Red Ribbon Week is a nationwide initiative to raise awareness about the importance of a healthy, drug-free lifestyle. This year, St. Margaret’s added a mental health element to the week’s activities.
“The purpose behind this was twofold,” said all-school counselor Janice Avalone, who organized Red Ribbon Week along with all-school counselor Jeremy Dailey. “Substance use is usually the negative coping for a larger issue often related to mental health. Educating our students on mental health issues can also break down the stigma and encourage students to seek help if they need to.”
In the Upper School, students chose to attend one of 13 presentations on a variety of topics ranging from stress, anxiety, self-care, depression, mindfulness, drug use and more. The speakers were family therapists, medical doctors and representatives from organizations like the Renewed Freedom Center and the National Alliance on Mental Illness.
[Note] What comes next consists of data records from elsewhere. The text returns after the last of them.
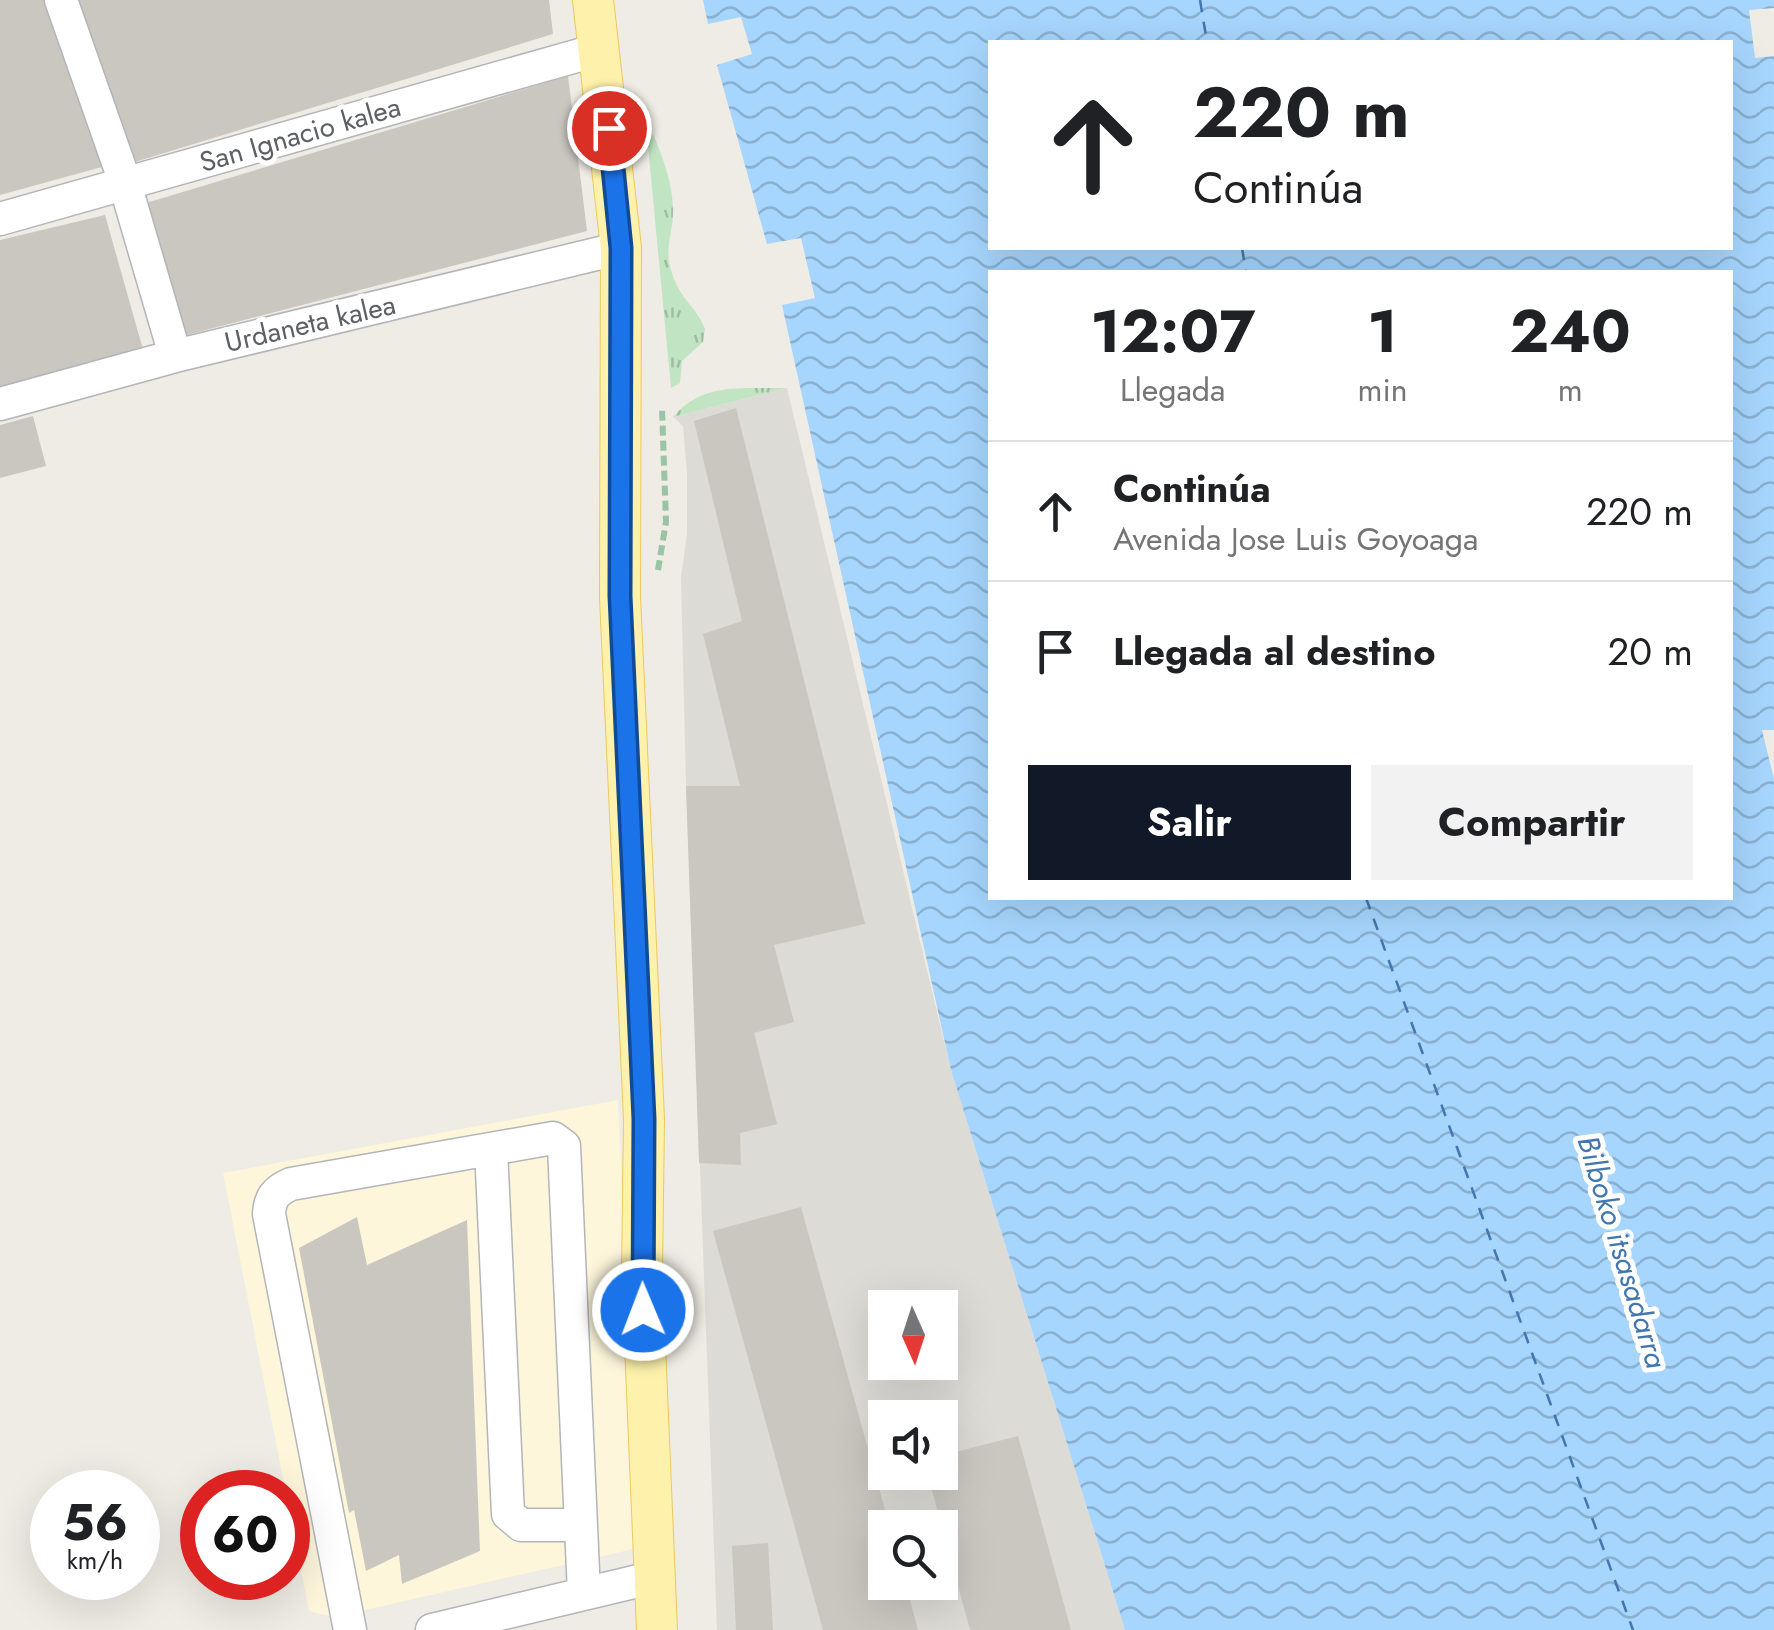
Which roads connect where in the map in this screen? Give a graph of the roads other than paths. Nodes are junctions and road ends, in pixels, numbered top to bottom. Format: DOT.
graph roads {
  1 [pos="61,0"];
  2 [pos="593,0"];
  3 [pos="600,49"];
  4 [pos="120,168"];
  5 [pos="130,200"];
  6 [pos="0,219"];
  7 [pos="621,248"];
  8 [pos="173,348"];
  9 [pos="0,404"];
  10 [pos="491,1149"];
  11 [pos="580,1525"];
  12 [pos="655,1577"];
  13 [pos="584,1593"];
  14 [pos="350,1630"];
  15 [pos="432,1630"];
  16 [pos="657,1630"];
  1 -- 4 [label="street"];
  2 -- 3 [label="main road"];
  3 -- 6 [label="street, San Ignacio kalea"];
  3 -- 7 [label="main road"];
  5 -- 8 [label="street"];
  7 -- 9 [label="street, Urdaneta kalea"];
  7 -- 12 [label="main road"];
  10 -- 11 [label="street"];
  10 -- 11 [label="street"];
  10 -- 14 [label="street"];
  11 -- 13 [label="street"];
  12 -- 13 [label="street"];
  12 -- 16 [label="main road"];
  13 -- 15 [label="street"];
}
“The response was enormously positive from students, who thought the topics were very relatable,” Dr. Avalone said.
The speakers included St. Margaret’s alumna Kelsey Leedom Nunziata ’05, a psychologist who presented an alumni perspective on stress, anxiety and perfectionism to current students.
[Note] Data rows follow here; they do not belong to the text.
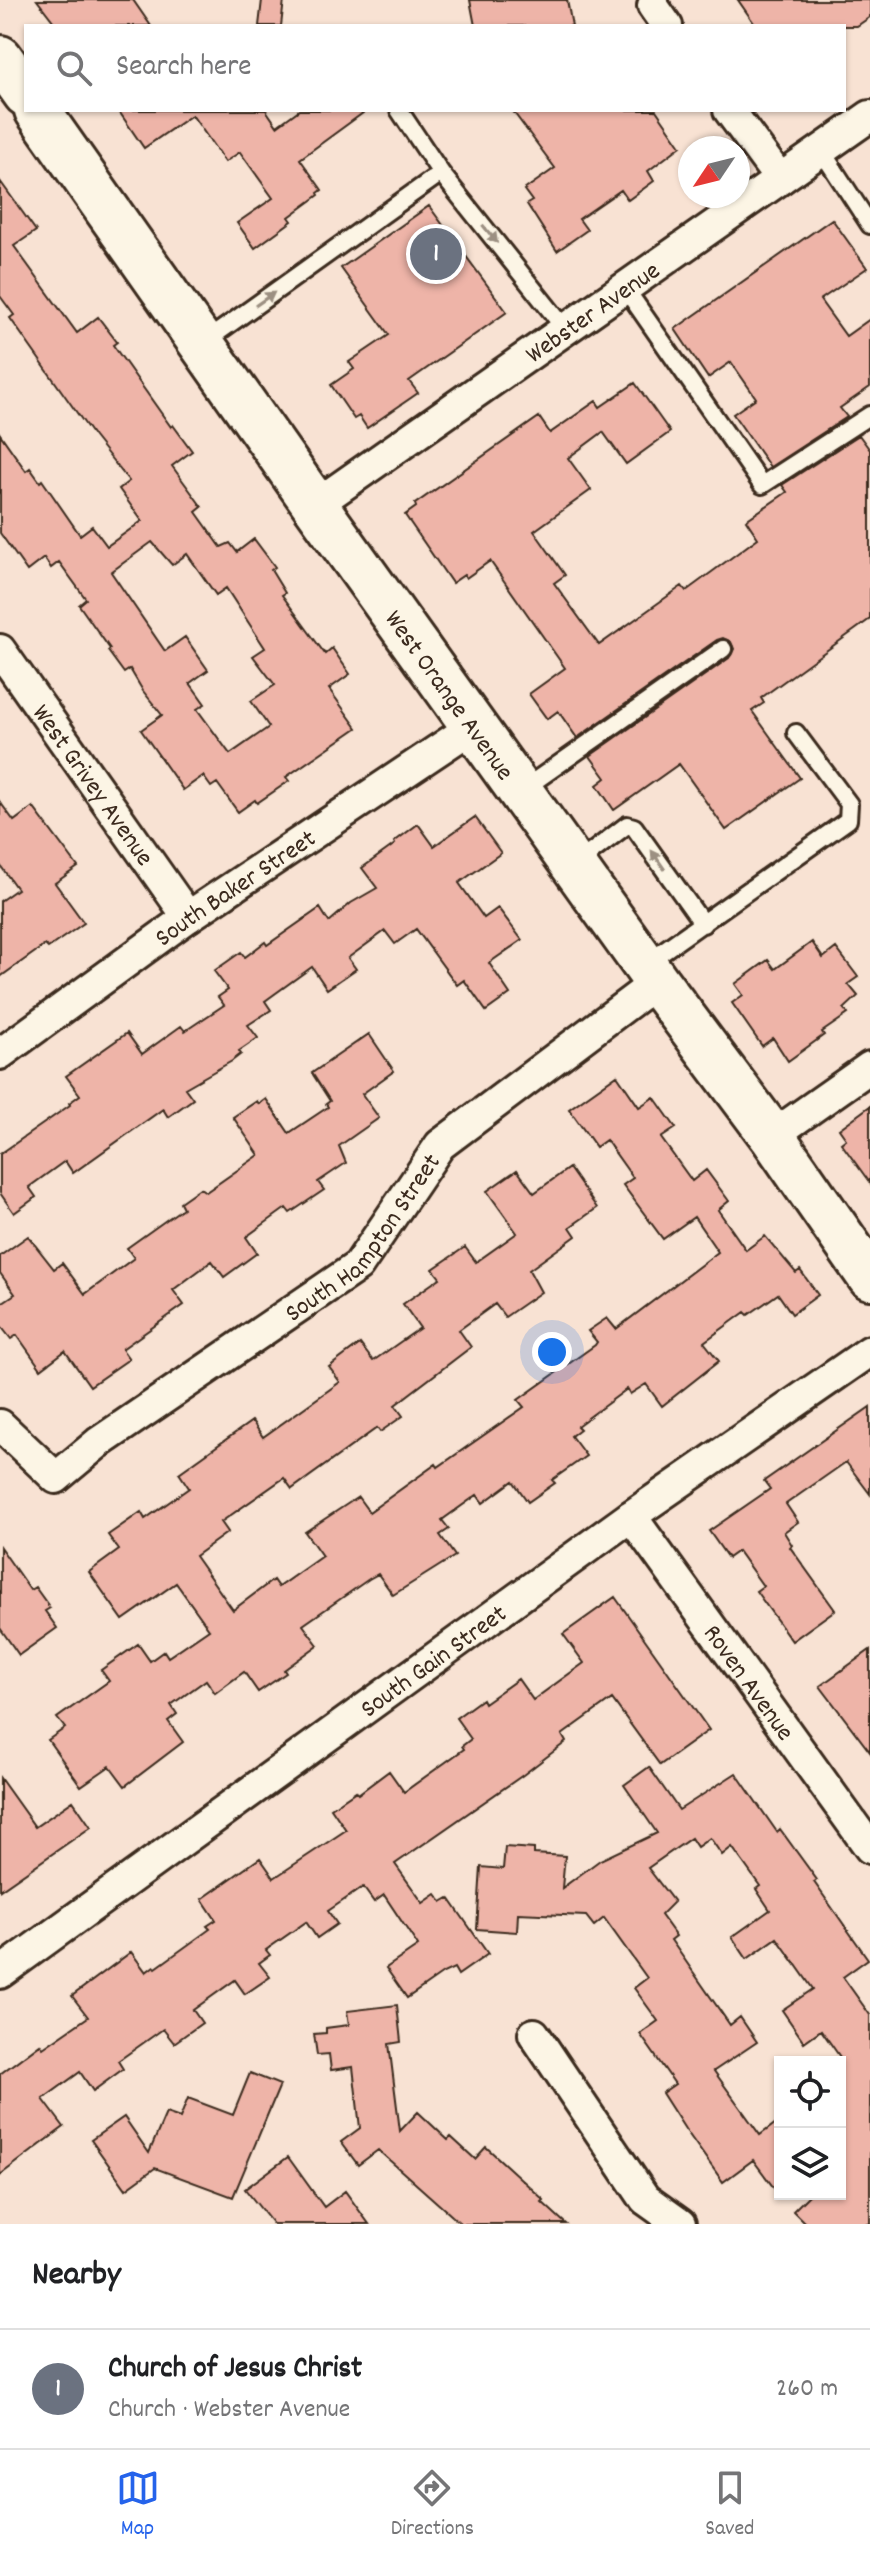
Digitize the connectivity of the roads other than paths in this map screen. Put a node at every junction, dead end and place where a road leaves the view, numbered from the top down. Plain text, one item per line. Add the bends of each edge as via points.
1 (0, 58) edge
2 (24, 91) edge
3 (38, 112) edge
4 (400, 112) edge
5 (730, 112) edge
6 (870, 116) edge
7 (821, 150) junction
8 (441, 173) junction
9 (780, 179) junction
10 (870, 225) edge
11 (625, 288) junction
12 (566, 330) junction
13 (201, 344) junction
14 (870, 415) edge
15 (315, 505) junction
16 (723, 649) dead end
17 (0, 650) edge
18 (474, 726) junction
19 (796, 733) dead end
20 (521, 791) junction
21 (574, 865) junction
22 (188, 917) junction
23 (703, 924) junction
24 (651, 973) junction
25 (0, 1054) edge
26 (870, 1067) edge
27 (772, 1136) junction
28 (870, 1277) edge
29 (870, 1351) edge
30 (0, 1425) edge
31 (631, 1516) junction
32 (870, 1848) edge
33 (4, 1962) edge
34 (534, 2034) dead end
35 (680, 2224) edge

1 - 2 street
3 - 13 street, West Orange Avenue
4 - 8 lane
5 - 9 street
6 - 7 street, Webster Avenue
7 - 9 street, Webster Avenue
7 - 10 lane
8 -> 12 lane
13 -> 8 lane
9 - 11 street, Webster Avenue
11 - 12 street, Webster Avenue
11 - 14 lane via 762,485
12 - 15 street, Webster Avenue
13 - 15 street, West Orange Avenue
15 - 18 street, West Orange Avenue
16 - 20 lane
17 - 22 street, West Grivey Avenue
18 - 20 street, West Orange Avenue
18 - 22 street, South Baker Street
19 - 23 lane via 849,804 848,820
20 - 21 street, West Orange Avenue
23 -> 21 lane via 634,827 627,825
21 - 24 street, West Orange Avenue
22 - 25 street, South Baker Street
23 - 24 lane
24 - 27 street, West Orange Avenue
24 - 30 street, South Hampton Street via 440,1145 358,1266 98,1443 56,1478
26 - 27 street
27 - 28 street, West Orange Avenue
29 - 31 street, South Gain Street
31 - 32 street, Roven Avenue
31 - 33 street, South Gain Street
34 - 35 street via 645,2199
In addition to the speakers, Upper School students listened as a peer spoke about depression during Chapel, and had a “Drugs Out Cookout” to encourage students that they can have fun without drugs and alcohol.
In the Middle School, students heard from a panel focused on vaping and marijuana use and how the substances affect a person’s physical and mental health. The panel included Ryan Roemer, manager of adolescent mental health and psychiatric emergency triage services at Mission Hospital; Susan Parmalee, executive director of the Wellness and Prevention Center, and Blair Veraza, a health educator with the National Council on Alcoholism and Drug Dependence.
“We are thinking about this work from many angles, especially prevention. In our health and wellness efforts, though, we also think about addressing and supporting student mental and physical crisis situations that can occur at school or at home,” said Dr. Avalone. “We have recently partnered with the Orange County Children and Youth Behavioral Health (CYBH), which offers the service of a Crisis Assessment Team, a 24-seven mobile crisis unit made up of licensed mental health professionals who can assist parents and educators with crisis situations. This service is another safety measure our school has adopted in our ultimate goal to keep our community safe.”